The kinds of functional gains Craig envisions aren't abstract. An individual who needed a van ride every day might be able to take public transportation. Someone who could only sit in a day program watching television might move to supported employment. Someone in supported employment might reach independent employment. Those are the outcomes that would transform quality of life not just for the individual, but for entire families — and they carry enormous financial implications at a societal level as well.
Looking Ahead: Synaptic Repair And Beyond
Spinogenix's near-term roadmap centers on moving SPG-601 into chronic dosing studies in Fragile X, starting with the well-defined male subpopulation and then expanding to females and mosaic males. For SPG-302, long-term treatment data in ALS is expected soon, with decisions about prioritization across ALS, Alzheimer's, and schizophrenia to follow based on results.
Craig also pointed to the potential for rational combination therapy.
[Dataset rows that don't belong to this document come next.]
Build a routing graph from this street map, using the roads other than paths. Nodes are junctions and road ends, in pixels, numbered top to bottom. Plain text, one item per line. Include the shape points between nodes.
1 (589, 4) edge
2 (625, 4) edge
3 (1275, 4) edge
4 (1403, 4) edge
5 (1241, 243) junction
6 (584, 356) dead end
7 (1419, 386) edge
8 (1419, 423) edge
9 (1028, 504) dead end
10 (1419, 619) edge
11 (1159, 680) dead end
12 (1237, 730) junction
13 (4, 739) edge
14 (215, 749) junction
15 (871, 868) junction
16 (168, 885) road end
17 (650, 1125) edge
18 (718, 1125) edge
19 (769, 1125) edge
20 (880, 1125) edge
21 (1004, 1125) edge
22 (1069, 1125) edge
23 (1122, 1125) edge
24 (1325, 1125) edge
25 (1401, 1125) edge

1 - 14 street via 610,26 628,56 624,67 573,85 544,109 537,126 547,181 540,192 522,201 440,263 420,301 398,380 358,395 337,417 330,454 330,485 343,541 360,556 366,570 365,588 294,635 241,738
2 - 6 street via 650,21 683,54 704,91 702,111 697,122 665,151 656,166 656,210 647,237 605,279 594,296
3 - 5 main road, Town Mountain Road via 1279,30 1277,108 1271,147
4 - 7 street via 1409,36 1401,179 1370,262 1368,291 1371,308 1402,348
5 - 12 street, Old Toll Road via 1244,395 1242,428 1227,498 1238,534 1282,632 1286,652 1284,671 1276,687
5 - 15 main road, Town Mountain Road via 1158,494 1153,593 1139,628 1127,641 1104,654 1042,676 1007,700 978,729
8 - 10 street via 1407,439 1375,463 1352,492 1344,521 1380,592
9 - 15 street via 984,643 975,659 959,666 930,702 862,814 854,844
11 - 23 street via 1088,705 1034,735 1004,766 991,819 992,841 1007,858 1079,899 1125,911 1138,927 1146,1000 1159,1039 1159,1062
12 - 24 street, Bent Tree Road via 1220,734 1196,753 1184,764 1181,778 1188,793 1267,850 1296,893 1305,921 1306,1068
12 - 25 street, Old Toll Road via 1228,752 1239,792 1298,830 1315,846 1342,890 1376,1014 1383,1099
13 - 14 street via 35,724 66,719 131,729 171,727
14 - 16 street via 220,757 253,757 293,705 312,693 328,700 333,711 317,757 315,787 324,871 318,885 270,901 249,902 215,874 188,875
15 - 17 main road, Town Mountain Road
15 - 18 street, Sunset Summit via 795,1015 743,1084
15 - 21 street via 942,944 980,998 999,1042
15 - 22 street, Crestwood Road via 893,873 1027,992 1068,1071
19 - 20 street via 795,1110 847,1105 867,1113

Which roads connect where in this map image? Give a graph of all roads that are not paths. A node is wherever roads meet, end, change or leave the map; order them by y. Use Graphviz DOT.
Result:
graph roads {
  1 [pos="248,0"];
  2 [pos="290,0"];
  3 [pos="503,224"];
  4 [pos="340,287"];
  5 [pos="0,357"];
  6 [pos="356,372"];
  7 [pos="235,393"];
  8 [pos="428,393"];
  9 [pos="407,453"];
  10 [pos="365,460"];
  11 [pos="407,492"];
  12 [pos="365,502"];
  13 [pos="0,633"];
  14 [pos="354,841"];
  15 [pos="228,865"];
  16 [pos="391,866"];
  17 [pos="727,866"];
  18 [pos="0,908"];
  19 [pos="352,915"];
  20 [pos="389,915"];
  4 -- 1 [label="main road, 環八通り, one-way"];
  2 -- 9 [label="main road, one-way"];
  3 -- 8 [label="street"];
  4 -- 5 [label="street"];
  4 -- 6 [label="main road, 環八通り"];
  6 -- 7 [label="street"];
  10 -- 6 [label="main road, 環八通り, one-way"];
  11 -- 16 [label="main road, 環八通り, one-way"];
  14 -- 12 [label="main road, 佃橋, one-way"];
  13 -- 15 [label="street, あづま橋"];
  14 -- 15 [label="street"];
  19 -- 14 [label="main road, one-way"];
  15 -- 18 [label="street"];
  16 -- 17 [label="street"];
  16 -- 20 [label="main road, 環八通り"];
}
In Fragile X, for example, Shionogi is currently running phase 3 studies of a phosphodiesterase type 4 inhibitor focused on cognitive enhancement. That molecule has a different EEG profile from SPG-601 — it doesn't show the same bold normalization of high-frequency activity. Craig sees potential synergy: two compounds with different brain response profiles that could be complementary. EEG could serve as the tool for evaluating those combinations with more sophistication than simply pairing two safe drugs and hoping for the best.
Beyond synaptic restoration, Craig expressed excitement about gene and cellular therapy — AAV-mediated CRISPR gene editing, cell-penetrating protein work, and the promise that spinal muscular atrophy's treatment with AAV-based gene therapy has opened for other rare genetic conditions. But he sees small molecules and gene therapies as complementary, not competitive. Gene therapy may eventually reach neonates, but there are far more adults living with Fragile X than children — and they need effective strategies to improve their quality of life now.
As Craig put it: he has a rolodex in his head of every patient he's ever seen. That's what drives the work. You understand the challenging outcomes, and you pound the door down every day.